I remember getting a thick fat psychology textbook one time with multiple theories of self. Each chapter was defining and reifying the self in singular independent terms: “This is the self,” “This is the self,” “This is the self.”
I think what you are pointing to is two different goals. The goal of psychotherapy is not to investigate the nature of a perceived sense of self. It is about fixing immediate suffering. The goal in Buddhist practice is to examine and liberate the root cause of suffering, the perception of an independent, autonomous, permanent self. The goal of Buddhism is not the goal of psychotherapy. In psychotherapy, people might apply various mindful meditation practices, as tools to fix their immediate suffering, but not as methods to liberate the root cause of suffering.
Does liberating ourselves from this sense of self, automatically lead to the wish to be of benefit to others, and having that as a main driving force?
I think so because the liberation of your sense of self gives rise to compassion. It is interesting to bring this question back to our discussion of psychotherapy. When working with clients, as we explore their lives, I might ask them: whe are they the happiest?

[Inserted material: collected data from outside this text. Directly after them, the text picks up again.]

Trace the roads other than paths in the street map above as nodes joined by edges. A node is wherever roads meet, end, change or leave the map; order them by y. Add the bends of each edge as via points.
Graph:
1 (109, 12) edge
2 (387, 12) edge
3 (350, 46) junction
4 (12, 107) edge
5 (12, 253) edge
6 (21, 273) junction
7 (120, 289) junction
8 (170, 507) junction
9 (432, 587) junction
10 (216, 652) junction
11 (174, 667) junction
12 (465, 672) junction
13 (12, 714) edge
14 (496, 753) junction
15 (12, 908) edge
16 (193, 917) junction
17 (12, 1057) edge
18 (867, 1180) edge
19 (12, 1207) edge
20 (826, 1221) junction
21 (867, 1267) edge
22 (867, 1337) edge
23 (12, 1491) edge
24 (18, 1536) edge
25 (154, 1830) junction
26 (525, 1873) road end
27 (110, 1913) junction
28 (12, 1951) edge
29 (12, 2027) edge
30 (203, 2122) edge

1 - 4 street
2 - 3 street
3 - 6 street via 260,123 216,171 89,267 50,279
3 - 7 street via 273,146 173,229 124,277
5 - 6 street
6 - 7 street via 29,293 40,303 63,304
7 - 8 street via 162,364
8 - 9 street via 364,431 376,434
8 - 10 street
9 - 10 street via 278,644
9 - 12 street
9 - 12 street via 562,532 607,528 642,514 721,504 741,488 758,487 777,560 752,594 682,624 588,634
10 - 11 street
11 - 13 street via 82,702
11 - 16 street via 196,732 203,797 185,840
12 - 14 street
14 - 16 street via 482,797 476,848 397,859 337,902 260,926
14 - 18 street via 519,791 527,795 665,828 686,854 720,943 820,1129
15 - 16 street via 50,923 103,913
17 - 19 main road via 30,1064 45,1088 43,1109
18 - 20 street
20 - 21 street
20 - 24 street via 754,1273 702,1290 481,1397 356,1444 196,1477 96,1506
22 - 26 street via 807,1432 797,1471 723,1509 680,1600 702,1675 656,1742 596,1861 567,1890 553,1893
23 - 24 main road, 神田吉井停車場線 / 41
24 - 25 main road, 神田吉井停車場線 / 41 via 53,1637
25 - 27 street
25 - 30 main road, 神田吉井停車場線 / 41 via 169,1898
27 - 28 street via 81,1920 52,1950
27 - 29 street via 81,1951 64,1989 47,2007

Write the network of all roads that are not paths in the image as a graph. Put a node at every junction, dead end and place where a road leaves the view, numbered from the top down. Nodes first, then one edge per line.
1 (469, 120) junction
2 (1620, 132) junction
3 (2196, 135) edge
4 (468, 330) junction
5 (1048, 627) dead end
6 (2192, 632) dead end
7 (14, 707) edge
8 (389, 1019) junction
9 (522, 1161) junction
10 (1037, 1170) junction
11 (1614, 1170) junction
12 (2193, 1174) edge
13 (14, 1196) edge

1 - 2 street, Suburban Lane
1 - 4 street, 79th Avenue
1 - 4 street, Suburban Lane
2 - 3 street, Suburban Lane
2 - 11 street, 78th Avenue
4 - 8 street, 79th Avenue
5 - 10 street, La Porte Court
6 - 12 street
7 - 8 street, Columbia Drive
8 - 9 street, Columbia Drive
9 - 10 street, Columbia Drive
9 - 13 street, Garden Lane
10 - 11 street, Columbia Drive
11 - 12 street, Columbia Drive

Inevitably, in some way or another, they say it is when they are doing something for someone else, or when they are thinking about caring for something or someone other than themselves. It is like the Dalai Lama who has said many times: it is our nature to have that compassion be there. When compassion comes forward, the sense of self goes to the background. It is not right there in front asking, “what about me?” This relates to the nature of mind. A mind that knows its own nature is a compassionate mind.
The moment someone understands how his or her life is related to others, also brings about compassion, does it not?
Yes. Yes. I agree.
I am still curious, to what extent does literature play a role for you?
I love to read and I still read. But most of my readings have changed. I don’t find myself as enthralled with different kinds of literature. So, the content of my reading has change a bit. As Ponlop Rinpoche often says in a different context, but I think it applies here – more Dharma less drama.
Minds’ nature. Secondly, how would a Bodhisattva think or behave in this particular moment? What would it be like to decentralize my sense of self and replace it with others? I think about that.
IF YOU CONSIDER TO TAKE A LEAP…
If someone is unsure about wanting to take a leap… a couple of things come to mind. First, it is like being in a jungle. Monkeys and apes are leaping from one tree to another. They let go of this tree (showing her left hand, holding something) but they got hold of this tree (showing her right hand, holding something). There is that grab and hold and letting go. If a person is concerned about taking a leap, it is helpful to have in mind what they are going to grab a hold of, more or less.
If they are taking a leap with that sense of not knowing and uncertainty, I would say: we are doing that all the time anyway. We just don’t recognize it. We are doing it continually. Every moment of every day is taking a leap, because we have no clue what the next moment is going to bring. If we contemplate this, and we say that every moment is like this… One moment we are shopping in grocery stores, going to restaurants, meeting with friends… The next moment we are in lockdown because a virus is taking over the world. Every moment is a leap. Every moment is a moment of uncertainty. I would invite us to contemplate that.
For someone who does not want to contemplate that and who wants a bit more illusion-like certainty, perhaps they can think about what that might look like to them. What does that next tree look like?